Rolling Stone apologizes for UVA frat gang rape story

Ryan M. Kelly/AP


Rolling Stone is rolling back its explosive story on campus rape.


The esteemed music mag apologized Friday, saying they have found holes in the account published last month of University of Virginia student Jackie, who told the magazine she was gang raped by several frat boys during a September 2012 party.


But the account was immediately hammered by critics, who attacked reporter Sabrina Rubin Erdely for failing to contact the alleged attackers, members of the university's Phi Kappa Psi chapter.


'In the face of new information, there now appear to be discrepancies in Jackie's account, and we have come to the conclusion that our trust in her was misplaced,' Managing Editor Will Dana wrote in a letter posted Friday to the Rolling Stone website. 'We were trying to be sensitive to the unfair shame and humiliation many women feel after a sexual assault and now regret the decision to not contact the alleged assaulters to get their account. We are taking this seriously and apologize to anyone who was affected by the story.'


The Washington Post had interviewed Jackie, who asked for anonymity to protect her identity in speaking out, for a potential story. During those meetings, according to the newspaper, Jackie stood by her account given to Rolling Stone.


She told the magazine the sickening attack took place just four weeks into her freshman year at a 'date-function' thrown by the frat.


A junior who invited the victim to the shindig led her upstairs to a pitch-black room. Once inside the room, the woman detected movement, the article says.


In a flash, she was tripped, sending her crashing through a glass table. Then, she was pinned down and raped by a gang of some seven drunken, pot-smoking frat boys, the article says.


Ryan M. Kelly/AP


One of them even violated her with a beer bottle as the sweaty mob egged him on.


The victim eventually reported the rape to school administrators, the article says. But they took no action - even after she reported allegations from two other women who claimed to have been assaulted the same way by members of the same fraternity.


'I never asked for this' attention, she told the Washington Post in an interview. 'What bothers me is that so many people act like it didn't happen. It's my life. I have had to live with the fact that it happened every day for the last two years.'


But the fraternity chapter plans to issue a rebuttal to the article Friday after determining no party was held the night in question and because no frat member matches the descriptions provided.
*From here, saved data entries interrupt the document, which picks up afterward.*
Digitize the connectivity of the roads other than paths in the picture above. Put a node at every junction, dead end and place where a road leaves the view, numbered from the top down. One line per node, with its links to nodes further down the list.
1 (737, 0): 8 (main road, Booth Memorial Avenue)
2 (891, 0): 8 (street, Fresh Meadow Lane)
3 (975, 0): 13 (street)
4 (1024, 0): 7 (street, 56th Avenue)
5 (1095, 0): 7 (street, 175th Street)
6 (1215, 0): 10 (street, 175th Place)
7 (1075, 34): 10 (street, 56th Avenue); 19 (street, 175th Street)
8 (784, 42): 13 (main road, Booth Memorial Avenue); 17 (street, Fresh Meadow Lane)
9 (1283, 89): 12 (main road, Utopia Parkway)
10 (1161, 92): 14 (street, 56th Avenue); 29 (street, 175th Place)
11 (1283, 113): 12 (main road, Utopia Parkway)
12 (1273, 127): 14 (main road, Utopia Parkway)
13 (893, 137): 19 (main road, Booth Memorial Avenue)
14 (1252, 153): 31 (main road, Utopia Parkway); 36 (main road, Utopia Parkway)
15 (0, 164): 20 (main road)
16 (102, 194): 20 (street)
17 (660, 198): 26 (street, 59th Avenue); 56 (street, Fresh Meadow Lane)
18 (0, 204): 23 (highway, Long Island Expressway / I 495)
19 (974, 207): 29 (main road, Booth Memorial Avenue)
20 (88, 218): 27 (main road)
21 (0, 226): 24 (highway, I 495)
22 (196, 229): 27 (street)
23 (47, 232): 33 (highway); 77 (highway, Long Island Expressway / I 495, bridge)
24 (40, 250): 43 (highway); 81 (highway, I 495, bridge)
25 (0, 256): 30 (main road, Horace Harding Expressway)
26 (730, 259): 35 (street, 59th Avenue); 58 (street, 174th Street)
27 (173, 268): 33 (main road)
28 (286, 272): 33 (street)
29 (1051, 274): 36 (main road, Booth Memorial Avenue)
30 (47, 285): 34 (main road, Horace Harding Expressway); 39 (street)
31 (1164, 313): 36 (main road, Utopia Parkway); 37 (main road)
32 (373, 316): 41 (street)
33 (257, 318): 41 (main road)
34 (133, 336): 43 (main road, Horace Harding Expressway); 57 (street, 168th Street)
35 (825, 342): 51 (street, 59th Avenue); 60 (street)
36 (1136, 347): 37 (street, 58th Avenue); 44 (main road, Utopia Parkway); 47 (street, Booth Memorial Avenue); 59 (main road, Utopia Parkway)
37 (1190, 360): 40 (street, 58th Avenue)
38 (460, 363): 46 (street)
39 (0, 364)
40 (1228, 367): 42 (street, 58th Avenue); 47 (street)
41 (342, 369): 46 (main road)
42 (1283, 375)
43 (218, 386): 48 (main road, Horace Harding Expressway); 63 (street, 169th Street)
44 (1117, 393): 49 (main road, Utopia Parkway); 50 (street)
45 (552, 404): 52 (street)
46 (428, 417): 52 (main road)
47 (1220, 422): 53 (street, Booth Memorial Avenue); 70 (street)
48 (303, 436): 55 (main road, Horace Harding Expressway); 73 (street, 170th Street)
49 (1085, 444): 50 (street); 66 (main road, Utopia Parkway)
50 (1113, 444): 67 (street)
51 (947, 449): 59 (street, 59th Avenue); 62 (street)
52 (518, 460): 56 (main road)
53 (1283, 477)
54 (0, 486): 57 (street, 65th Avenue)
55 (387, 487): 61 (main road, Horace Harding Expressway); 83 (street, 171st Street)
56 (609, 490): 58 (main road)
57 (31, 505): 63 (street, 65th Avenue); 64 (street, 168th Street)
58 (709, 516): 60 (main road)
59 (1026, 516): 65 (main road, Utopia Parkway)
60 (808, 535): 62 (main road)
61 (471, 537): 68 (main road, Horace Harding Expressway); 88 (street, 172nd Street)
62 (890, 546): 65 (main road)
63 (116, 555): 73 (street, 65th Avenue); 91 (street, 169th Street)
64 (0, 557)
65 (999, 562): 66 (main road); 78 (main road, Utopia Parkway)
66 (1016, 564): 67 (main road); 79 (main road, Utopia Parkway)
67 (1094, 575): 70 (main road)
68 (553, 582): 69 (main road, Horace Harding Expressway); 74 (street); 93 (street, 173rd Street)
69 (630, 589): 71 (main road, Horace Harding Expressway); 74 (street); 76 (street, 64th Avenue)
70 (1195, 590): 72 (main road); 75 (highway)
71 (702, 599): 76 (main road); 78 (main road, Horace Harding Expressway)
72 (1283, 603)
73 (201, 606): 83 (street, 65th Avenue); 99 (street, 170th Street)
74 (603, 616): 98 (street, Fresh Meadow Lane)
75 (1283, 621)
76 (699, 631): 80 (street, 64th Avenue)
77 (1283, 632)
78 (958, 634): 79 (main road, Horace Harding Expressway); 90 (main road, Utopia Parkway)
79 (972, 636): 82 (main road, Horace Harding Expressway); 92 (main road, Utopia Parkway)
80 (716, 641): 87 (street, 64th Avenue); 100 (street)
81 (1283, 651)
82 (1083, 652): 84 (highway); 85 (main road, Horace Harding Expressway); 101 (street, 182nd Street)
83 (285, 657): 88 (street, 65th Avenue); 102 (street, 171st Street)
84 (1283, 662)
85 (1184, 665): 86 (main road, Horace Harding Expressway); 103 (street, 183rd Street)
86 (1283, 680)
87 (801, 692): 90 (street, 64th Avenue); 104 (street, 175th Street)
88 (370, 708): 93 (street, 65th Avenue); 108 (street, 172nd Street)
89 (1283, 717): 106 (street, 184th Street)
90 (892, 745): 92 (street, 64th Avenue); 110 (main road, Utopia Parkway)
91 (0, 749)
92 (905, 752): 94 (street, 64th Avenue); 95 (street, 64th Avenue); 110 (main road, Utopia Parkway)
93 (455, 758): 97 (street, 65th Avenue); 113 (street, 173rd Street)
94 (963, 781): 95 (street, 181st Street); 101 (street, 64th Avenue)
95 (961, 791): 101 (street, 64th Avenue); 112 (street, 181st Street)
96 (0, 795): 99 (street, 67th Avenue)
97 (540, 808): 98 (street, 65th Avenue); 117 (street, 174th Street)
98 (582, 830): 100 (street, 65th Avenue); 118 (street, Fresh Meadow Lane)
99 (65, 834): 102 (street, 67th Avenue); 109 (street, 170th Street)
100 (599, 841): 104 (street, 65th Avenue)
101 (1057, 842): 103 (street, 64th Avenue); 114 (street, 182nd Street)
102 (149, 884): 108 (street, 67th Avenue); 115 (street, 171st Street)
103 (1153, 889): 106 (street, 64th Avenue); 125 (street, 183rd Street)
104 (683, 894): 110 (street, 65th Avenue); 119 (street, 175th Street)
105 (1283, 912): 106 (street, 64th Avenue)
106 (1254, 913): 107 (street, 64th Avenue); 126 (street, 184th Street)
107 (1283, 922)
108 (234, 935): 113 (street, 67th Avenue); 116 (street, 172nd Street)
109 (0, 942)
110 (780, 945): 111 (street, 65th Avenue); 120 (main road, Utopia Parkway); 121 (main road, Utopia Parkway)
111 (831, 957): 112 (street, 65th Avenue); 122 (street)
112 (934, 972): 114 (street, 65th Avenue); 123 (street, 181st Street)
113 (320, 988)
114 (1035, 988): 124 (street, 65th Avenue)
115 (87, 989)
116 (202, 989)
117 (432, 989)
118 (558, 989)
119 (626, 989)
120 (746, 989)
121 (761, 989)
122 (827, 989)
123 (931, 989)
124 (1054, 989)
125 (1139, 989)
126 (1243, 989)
Even close friends of Jackie have come to doubt her account after getting inconsistent stories, agreeing the woman likely suffered a traumatic experience - but not the one described.


'One of my biggest fears with these inconsistencies emerging is that people will be unwilling to believe survivors in the future,' Jackie's friend, Alex Pinkleton, a rape survivor herself, told the Washington Post. 'However, we need to remember that the majority of survivors who come forward are telling the truth.'


Jackie's story prompted the frat to suspend activities, an investigation by the Charlottesville, Va., police and condemnation from University of Virginia president Teresa Sullivan.